Des recherches menées par l'Université de l'Utah ont documenté des concentrations élevées d'éléments de terres rares, ou ETR, dans des mines actives bordant la ceinture houillère d'Uinta, au Colorado et en Utah.
L'ouvrage, publié dans la revue Frontières des sciences de la Terreexplique que ces mines pourraient voir un flux de ressources secondaires sous la forme de métaux utilisés dans les énergies renouvelables et dans de nombreuses autres applications de haute technologie.
« Le modèle est le suivant: si vous déplacez déjà de la roche, pourriez-vous en déplacer un peu plus pour obtenir des ressources en faveur de la transition énergétique? », a déclaré Lauren Birgenheier, co-auteur de l'étude, dans un communiqué aux médias. « Dans ces zones, nous constatons que les éléments des terres rares sont concentrés dans des unités de schistes à grains fins, les schistes boueux qui se trouvent au-dessus et en dessous des veines de charbon. »
Cette recherche a été menée en partenariat avec l'Utah Geological Survey et le Colorado Geological Survey dans le cadre du projet Carbon Ore, Rare Earth and Critical Minerals, ou CORE-CM.
Bien que ces métaux soient cruciaux pour l’industrie manufacturière américaine, en particulier dans les technologies haut de gamme, ils proviennent en grande partie de l’étranger.
« Lorsque nous les qualifions de « minéraux critiques », une grande partie de leur caractère critique est liée à la chaîne d'approvisionnement et à la transformation », a déclaré Michael Free, également auteur du document. « Ce projet est conçu autour de la recherche de sources nationales alternatives non conventionnelles pour ces matériaux. »
Des données solides et abondantes
L'association entre les gisements de charbon et d'ÉTR a été bien documentée ailleurs, mais peu de données avaient été recueillies ou analysées auparavant dans les gisements de charbon de l'Utah et du Colorado.
« L'objectif de cette première phase du projet était de collecter des données supplémentaires pour essayer de comprendre si cela valait la peine d'être poursuivi en Occident », a déclaré Michael Vanden Berg, co-auteur de l'étude et responsable du programme énergie et minéraux à l'Utah Geological Survey. « Y a-t-il un enrichissement en éléments de terres rares dans ces roches qui pourrait fournir une sorte de sous-produit ou de valeur ajoutée à l'industrie minière du charbon ? »
Les chercheurs ont analysé 3 500 échantillons provenant de 10 mines, de quatre tas de déchets miniers, de sept carottes stratigraphiquement complètes et même de quelques tas de cendres de charbon à proximité de centrales électriques.
« Le charbon lui-même n'est pas enrichi en éléments de terres rares », a déclaré Vanden Berg. « Il n'y aura pas de sous-produit de l'extraction du charbon, mais pour une entreprise qui exploite le gisement de charbon, pourrait-elle en même temps retirer quelques pieds du sol ? Pourraient-ils prendre quelques mètres du plafond ? Y aurait-il du potentiel là-bas ? C’est dans cette direction que les données nous ont conduits.
L'équipe a déployé deux méthodes différentes pour enregistrer les niveaux de terres rares, exprimés en parties par million, ou ppm, dans les échantillons.

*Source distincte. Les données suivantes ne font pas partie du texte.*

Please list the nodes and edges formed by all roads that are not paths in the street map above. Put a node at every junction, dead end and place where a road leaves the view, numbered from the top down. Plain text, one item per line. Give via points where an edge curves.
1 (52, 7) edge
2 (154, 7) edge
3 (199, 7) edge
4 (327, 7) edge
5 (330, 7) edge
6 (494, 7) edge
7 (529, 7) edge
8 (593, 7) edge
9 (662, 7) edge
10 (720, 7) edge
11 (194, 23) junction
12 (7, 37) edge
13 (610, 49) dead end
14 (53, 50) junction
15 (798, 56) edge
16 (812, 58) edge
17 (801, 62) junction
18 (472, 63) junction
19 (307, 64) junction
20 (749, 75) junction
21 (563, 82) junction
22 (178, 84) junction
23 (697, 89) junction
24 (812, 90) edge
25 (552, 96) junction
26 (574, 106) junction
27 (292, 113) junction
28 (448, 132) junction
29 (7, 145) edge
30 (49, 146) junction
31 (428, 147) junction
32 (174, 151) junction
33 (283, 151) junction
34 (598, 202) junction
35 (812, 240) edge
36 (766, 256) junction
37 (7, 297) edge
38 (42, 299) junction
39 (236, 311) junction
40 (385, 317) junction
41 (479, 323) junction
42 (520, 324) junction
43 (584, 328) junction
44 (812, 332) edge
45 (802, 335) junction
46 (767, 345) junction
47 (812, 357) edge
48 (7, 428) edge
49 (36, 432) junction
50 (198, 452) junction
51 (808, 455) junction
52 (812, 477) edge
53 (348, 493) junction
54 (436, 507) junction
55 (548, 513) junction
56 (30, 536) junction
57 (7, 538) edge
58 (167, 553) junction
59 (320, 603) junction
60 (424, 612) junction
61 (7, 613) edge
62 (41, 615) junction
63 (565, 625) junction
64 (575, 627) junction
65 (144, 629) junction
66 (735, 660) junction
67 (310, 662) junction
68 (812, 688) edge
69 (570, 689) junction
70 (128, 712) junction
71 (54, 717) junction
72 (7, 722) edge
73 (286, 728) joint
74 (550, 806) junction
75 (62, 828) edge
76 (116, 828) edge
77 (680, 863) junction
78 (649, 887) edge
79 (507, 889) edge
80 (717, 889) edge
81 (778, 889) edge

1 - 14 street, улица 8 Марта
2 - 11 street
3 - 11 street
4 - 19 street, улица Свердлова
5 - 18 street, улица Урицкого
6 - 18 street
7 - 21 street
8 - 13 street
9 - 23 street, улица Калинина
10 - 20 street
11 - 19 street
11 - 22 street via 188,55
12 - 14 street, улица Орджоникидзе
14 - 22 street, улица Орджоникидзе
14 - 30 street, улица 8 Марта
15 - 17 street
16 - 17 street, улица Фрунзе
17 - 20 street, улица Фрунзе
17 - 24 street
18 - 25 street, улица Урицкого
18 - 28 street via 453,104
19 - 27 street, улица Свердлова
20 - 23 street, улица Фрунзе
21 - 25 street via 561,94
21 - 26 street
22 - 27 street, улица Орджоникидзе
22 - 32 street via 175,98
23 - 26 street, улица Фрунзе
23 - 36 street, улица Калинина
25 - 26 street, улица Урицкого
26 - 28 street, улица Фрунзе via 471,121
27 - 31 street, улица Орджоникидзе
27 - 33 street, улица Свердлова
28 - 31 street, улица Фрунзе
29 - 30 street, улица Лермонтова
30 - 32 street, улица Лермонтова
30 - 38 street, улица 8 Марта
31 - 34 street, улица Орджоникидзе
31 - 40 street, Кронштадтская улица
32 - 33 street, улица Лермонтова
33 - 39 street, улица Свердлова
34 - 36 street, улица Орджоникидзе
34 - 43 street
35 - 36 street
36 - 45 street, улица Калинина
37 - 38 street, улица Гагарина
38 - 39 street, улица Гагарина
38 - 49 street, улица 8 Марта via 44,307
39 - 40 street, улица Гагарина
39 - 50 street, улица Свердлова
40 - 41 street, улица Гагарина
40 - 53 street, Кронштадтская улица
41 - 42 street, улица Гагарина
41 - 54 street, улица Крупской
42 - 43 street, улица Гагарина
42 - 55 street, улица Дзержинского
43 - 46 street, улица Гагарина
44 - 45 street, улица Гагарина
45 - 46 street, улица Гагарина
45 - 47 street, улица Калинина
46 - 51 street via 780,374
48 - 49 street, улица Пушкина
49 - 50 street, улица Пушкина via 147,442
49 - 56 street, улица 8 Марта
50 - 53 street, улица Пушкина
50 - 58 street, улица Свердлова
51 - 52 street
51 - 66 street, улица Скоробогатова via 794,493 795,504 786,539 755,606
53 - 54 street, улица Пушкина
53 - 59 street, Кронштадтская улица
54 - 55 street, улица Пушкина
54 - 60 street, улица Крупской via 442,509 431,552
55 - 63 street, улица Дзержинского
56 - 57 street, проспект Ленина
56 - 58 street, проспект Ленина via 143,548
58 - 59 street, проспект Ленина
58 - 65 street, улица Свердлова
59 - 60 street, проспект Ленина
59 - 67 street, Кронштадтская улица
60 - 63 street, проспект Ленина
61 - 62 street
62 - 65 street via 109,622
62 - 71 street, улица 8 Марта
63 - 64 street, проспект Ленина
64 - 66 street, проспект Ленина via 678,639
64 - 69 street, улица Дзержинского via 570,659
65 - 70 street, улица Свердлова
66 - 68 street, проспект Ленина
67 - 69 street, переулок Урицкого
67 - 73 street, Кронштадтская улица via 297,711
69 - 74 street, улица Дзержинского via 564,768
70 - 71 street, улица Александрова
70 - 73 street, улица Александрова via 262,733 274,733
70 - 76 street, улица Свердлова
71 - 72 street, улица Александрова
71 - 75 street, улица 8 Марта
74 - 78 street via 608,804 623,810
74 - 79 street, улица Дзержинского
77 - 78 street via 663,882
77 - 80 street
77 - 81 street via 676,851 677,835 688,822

L’un était un appareil portatif permettant des lectures rapides sur le terrain, l’autre utilisait la spectrométrie de masse à plasma à couplage inductif, ou ICP-MS, dans un laboratoire sur le campus.
« Nous utilisons principalement cet appareil portable à fluorescence X, qui est un pistolet d'analyse que nous maintenons sur la roche pendant deux minutes, et il ne nous donne que cinq ou six des 17 éléments des terres rares », a déclaré Birgenheier. Si les échantillons présentaient des concentrations supérieures à 200 ppm, ils effectuaient une analyse plus complète à l’aide de l’équipement de spectrométrie de masse, plus coûteux.
Le ministère de l'Énergie a fixé à 300 ppm la concentration minimale pour que l'exploitation minière des terres rares soit potentiellement économiquement viable. Cependant, pour l’étude, les chercheurs ont considéré que les concentrations supérieures à 200 ppm étaient considérées comme « enrichies en ETR ».
L’analyse a révélé que la prévalence la plus élevée de telles concentrations se trouvait dans les formations de siltstone et de schiste adjacentes au charbon, tandis que le grès et le charbon lui-même étaient pour la plupart dépourvus de terres rares.
Jusqu’à présent, l’équipe a analysé 11 000 échantillons. Les prochaines étapes consistent à déterminer la quantité de minerai de terres rares présente, ce qui sera probablement fait avec des collègues de l'Université du Wyoming et de l'Institut des mines et de la technologie du Nouveau-Mexique.